Our interest includes from the study in cellular lines up to culminating in studies in tissues from patients. However, our last and ambitious objective is to develop a clinical trial PACES (study of chemoprevention of colorectal cancer in patients operates to anticipate the high risk of recurrences).

So far we have achieved great advances in the comprehension of DFMO effect on the tumour cells and his capacity of partial reversion to de normal phenotype of the tumour cells using molecular technologies to genetic and protein level, physiological studies of the metabolism of the calcium and cellular death and electrophysiology studies using pach-clump technology.


Remodelling of Calcium homeostasis in aged rat hippocampal neurons

Mónica García Durillo, PhD candidate

The progressive increase in life expectancy in our society has raised the concern about age related diseases. Even though a lot discoveries have been published, further studies are required in order to have a deeper understanding regarding aging process and how age associated diseases, such as neurodegenerative diseases, work.
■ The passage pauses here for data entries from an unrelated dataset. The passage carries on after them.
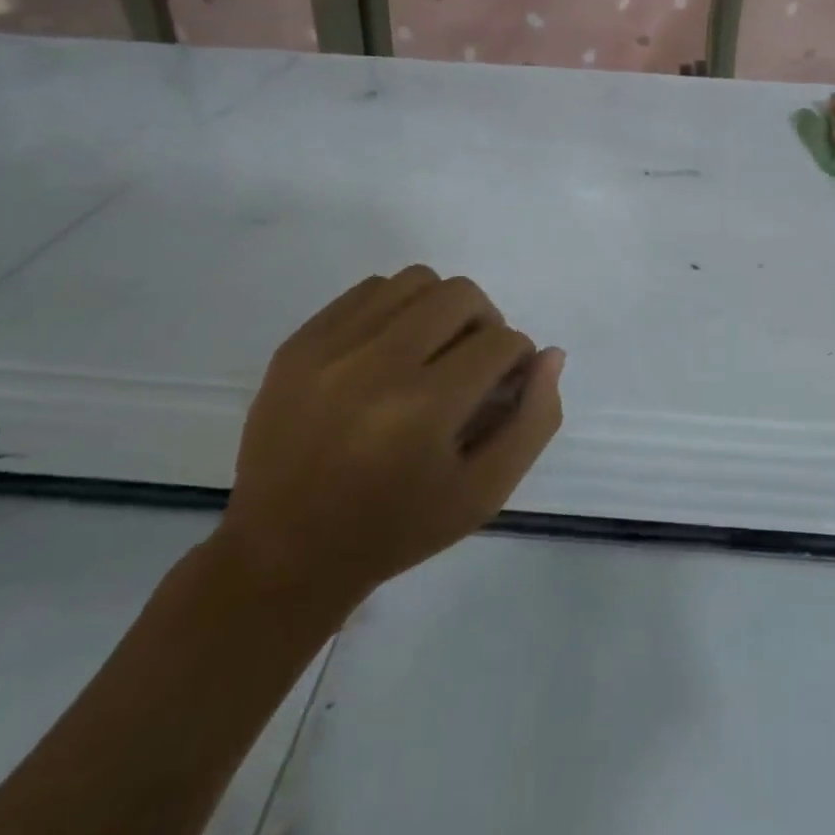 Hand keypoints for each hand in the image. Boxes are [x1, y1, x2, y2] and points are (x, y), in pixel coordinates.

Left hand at [212, 266, 562, 627]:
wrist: (284, 553)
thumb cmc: (397, 529)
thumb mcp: (484, 493)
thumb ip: (533, 421)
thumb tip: (550, 354)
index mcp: (423, 410)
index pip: (501, 342)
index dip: (517, 358)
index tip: (507, 384)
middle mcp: (375, 366)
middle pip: (460, 294)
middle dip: (486, 322)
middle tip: (475, 361)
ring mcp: (328, 349)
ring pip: (414, 280)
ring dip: (441, 308)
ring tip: (434, 350)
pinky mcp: (298, 343)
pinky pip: (367, 291)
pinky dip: (396, 308)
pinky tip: (393, 349) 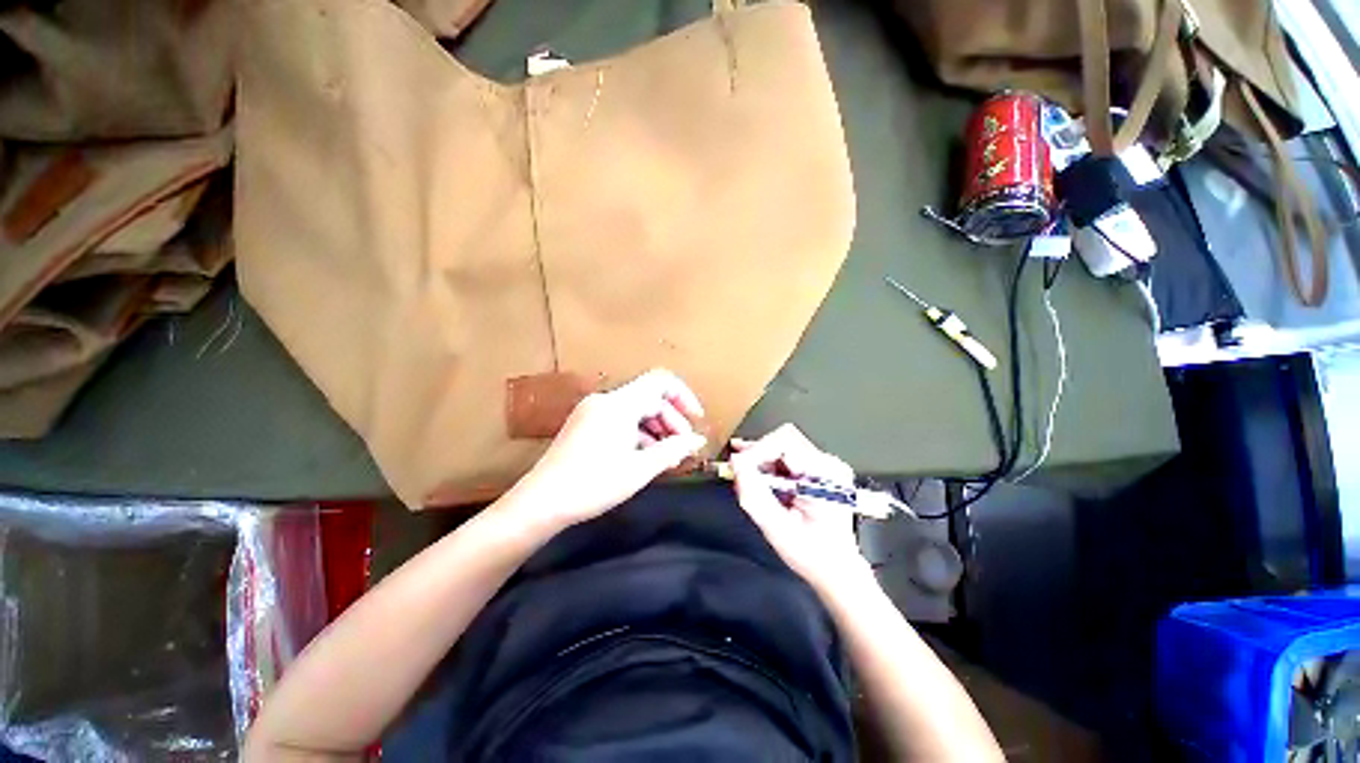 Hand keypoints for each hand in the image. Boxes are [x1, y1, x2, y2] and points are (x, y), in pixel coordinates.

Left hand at [511, 368, 707, 527]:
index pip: (661, 382)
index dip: (683, 396)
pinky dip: (638, 433)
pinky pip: (620, 420)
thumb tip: (698, 440)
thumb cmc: (594, 485)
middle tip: (682, 448)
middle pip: (649, 397)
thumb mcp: (640, 469)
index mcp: (619, 404)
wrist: (541, 502)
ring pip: (635, 410)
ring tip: (666, 457)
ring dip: (655, 428)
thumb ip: (673, 450)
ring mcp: (592, 411)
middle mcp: (605, 400)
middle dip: (671, 419)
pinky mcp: (585, 424)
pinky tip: (644, 456)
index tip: (696, 420)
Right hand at [729, 424, 870, 591]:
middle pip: (784, 439)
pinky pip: (787, 456)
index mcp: (826, 476)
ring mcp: (824, 466)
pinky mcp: (817, 470)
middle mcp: (829, 464)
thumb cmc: (813, 555)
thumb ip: (754, 495)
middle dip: (756, 452)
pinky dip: (768, 463)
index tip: (736, 466)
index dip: (756, 451)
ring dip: (760, 457)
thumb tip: (736, 464)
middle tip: (736, 467)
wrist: (837, 570)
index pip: (785, 444)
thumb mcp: (777, 529)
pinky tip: (754, 472)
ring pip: (783, 445)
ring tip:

There is no doubt that Ca2+ signaling is dramatically important for a large number of processes in neurons such as neurotransmitter secretion, gene transcription or long-term potentiation. Recent data suggest that changes in intracellular Ca2+ homeostasis (Ca2+ remodelling) in aging neurons contributes to susceptibility to excitotoxicity and neurodegeneration. Noteworthy, understanding of Ca2+ homeostasis in aging neurons and its molecular basis may provide novel opportunities for brain neuroprotection.

Regarding this strategy, the main goal of this current PhD Thesis is to investigate the remodeling of subcellular Ca2+ homeostasis in long term cultures of rat hippocampal neurons, a model of neuronal aging in vitro.